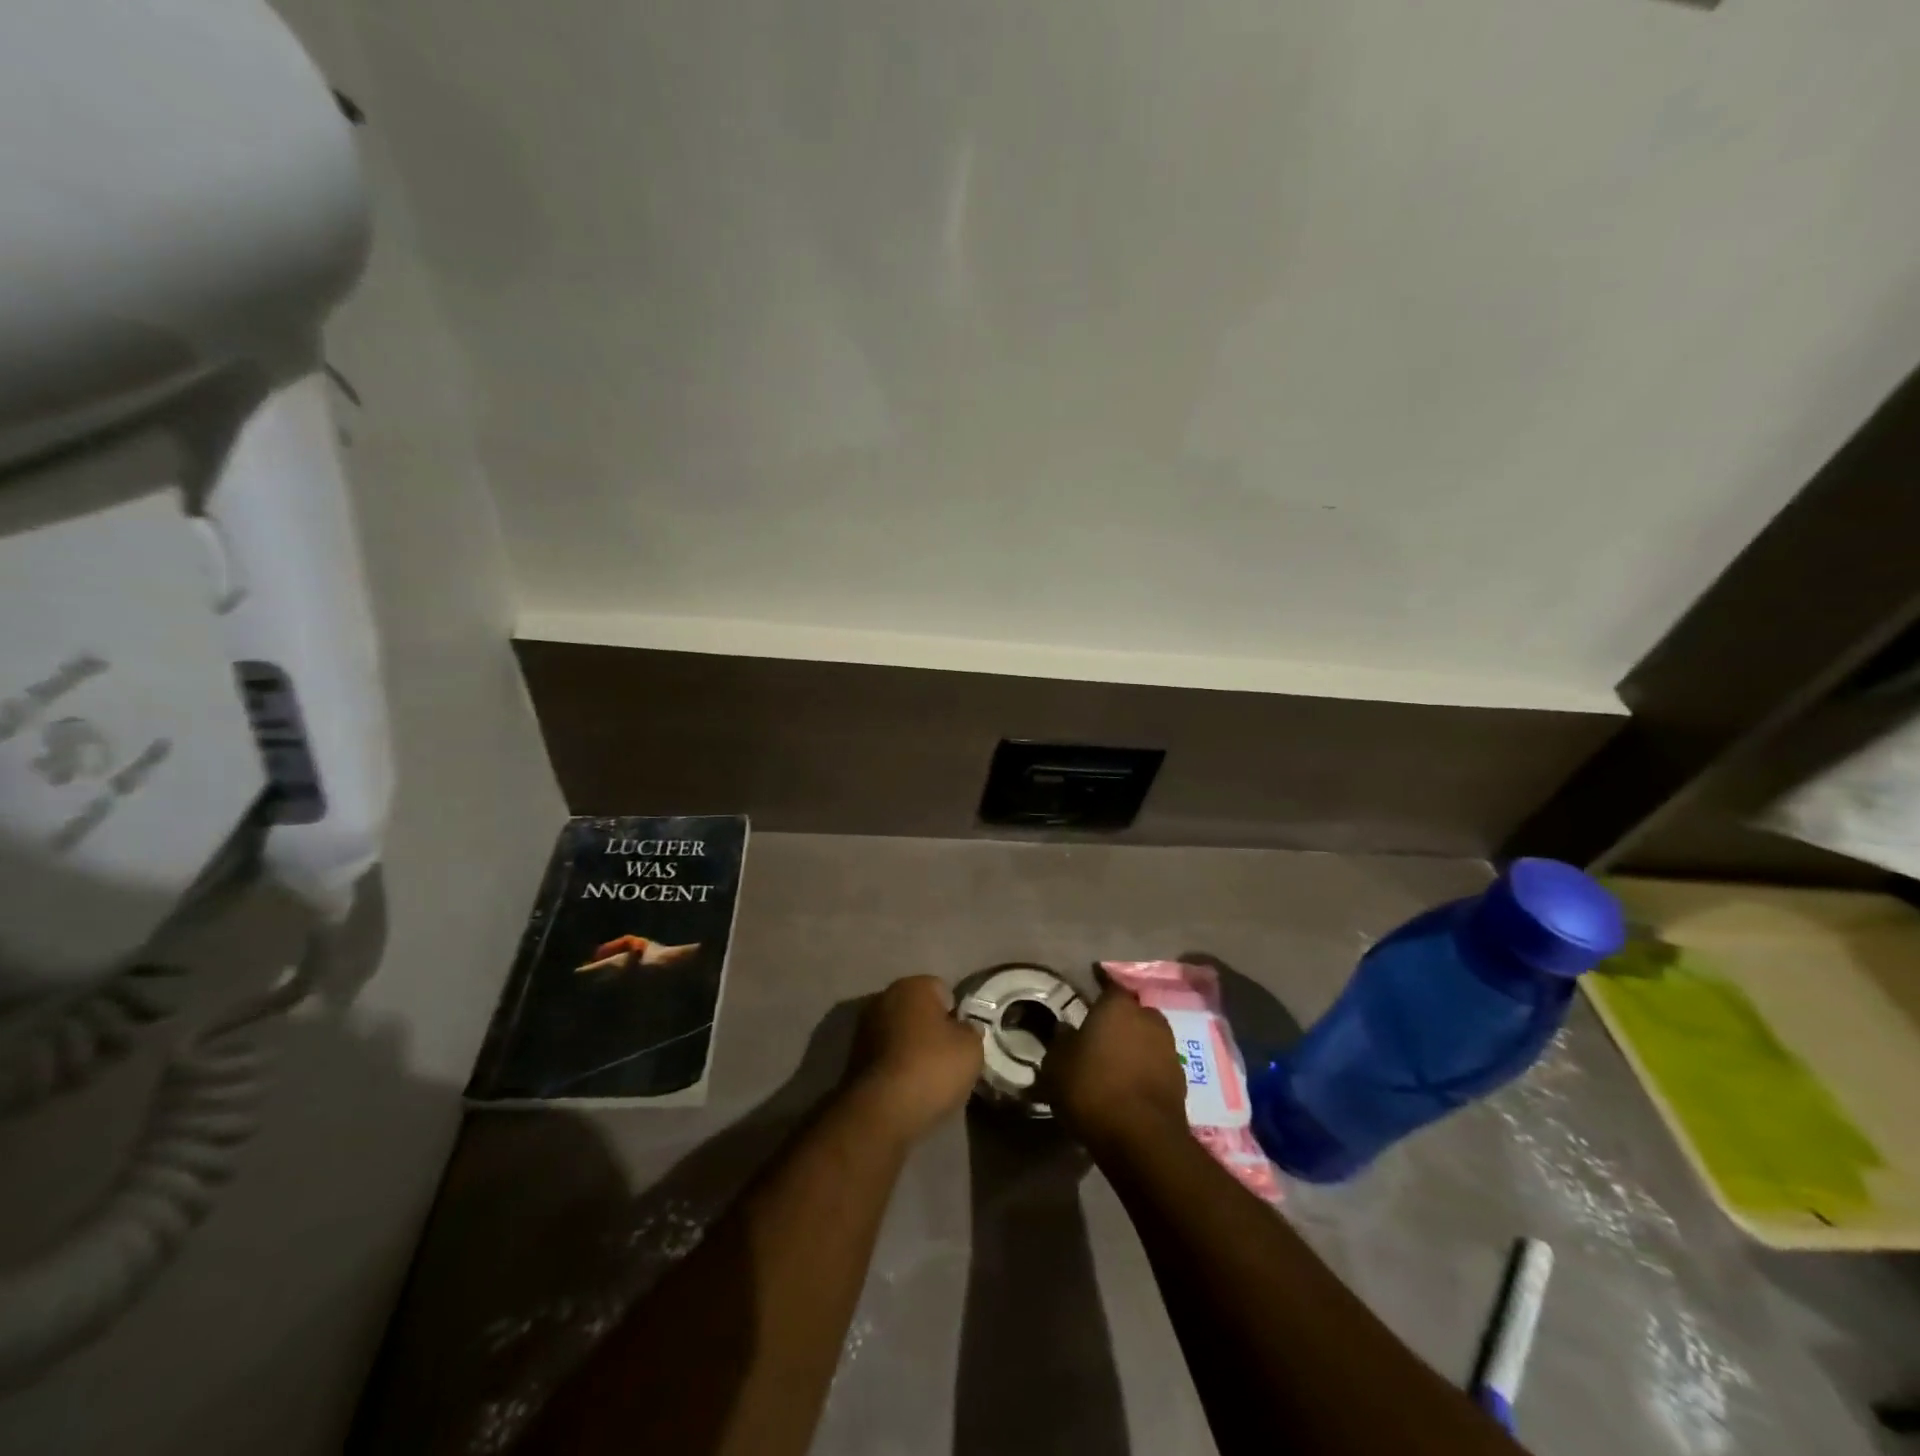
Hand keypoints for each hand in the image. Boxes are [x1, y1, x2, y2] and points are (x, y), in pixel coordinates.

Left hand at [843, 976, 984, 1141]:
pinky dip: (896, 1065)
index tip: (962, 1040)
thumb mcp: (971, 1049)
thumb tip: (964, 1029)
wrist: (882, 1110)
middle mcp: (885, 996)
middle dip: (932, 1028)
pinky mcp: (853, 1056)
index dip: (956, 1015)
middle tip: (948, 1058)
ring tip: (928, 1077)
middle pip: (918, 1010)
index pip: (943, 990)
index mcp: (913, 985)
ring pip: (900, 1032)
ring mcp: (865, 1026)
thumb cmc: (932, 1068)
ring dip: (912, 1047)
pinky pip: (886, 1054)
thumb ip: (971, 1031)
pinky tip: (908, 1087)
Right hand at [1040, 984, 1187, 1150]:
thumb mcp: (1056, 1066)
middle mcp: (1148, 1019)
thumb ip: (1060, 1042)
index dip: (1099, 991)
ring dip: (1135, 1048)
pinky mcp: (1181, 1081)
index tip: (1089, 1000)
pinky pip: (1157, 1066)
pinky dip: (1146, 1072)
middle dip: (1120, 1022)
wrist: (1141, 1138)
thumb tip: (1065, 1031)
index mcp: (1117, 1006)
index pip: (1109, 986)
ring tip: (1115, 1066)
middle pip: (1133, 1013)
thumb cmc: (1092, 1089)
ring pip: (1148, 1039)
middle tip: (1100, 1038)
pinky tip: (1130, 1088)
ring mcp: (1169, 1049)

+++

> [Work order] Every entry above needs to be retyped exactly; drop the pictures.

> [Solution to the exercise]
Hand keypoints for each hand in the image. Boxes are [x1, y1, x2, y2] and points are (x, y), in pixel coordinates.

Left hand at [843, 976, 984, 1141]:
pinky dip: (896, 1065)
index tip: (962, 1040)
thumb mcp: (971, 1049)
thumb tip: (964, 1029)
wrist: (882, 1110)
middle mcp: (885, 996)
middle dip: (932, 1028)
pinky mcp: (853, 1056)
index dip: (956, 1015)
middle tip: (948, 1058)
ring tip: (928, 1077)
middle pip: (918, 1010)
index pip: (943, 990)
index mcp: (913, 985)
ring pip: (900, 1032)
ring mcp: (865, 1026)
thumb cmc: (932, 1068)
ring dip: (912, 1047)
pinky pip: (886, 1054)
thumb ip: (971, 1031)
pinky tip: (908, 1087)
Right hand at [1040, 984, 1187, 1150]:
thumb mcp: (1056, 1066)
middle mcp: (1148, 1019)
thumb ip: (1060, 1042)
index dip: (1099, 991)
ring dip: (1135, 1048)
pinky mcp: (1181, 1081)
index tip: (1089, 1000)
pinky pip: (1157, 1066)
pinky dip: (1146, 1072)
middle dip: (1120, 1022)
wrist: (1141, 1138)
thumb tip: (1065, 1031)
index mcp: (1117, 1006)
index pip: (1109, 986)
ring tip: (1115, 1066)
middle pip: (1133, 1013)
thumb cmc: (1092, 1089)
ring pip: (1148, 1039)
middle tip: (1100, 1038)
pinky tip: (1130, 1088)
ring mcp: (1169, 1049)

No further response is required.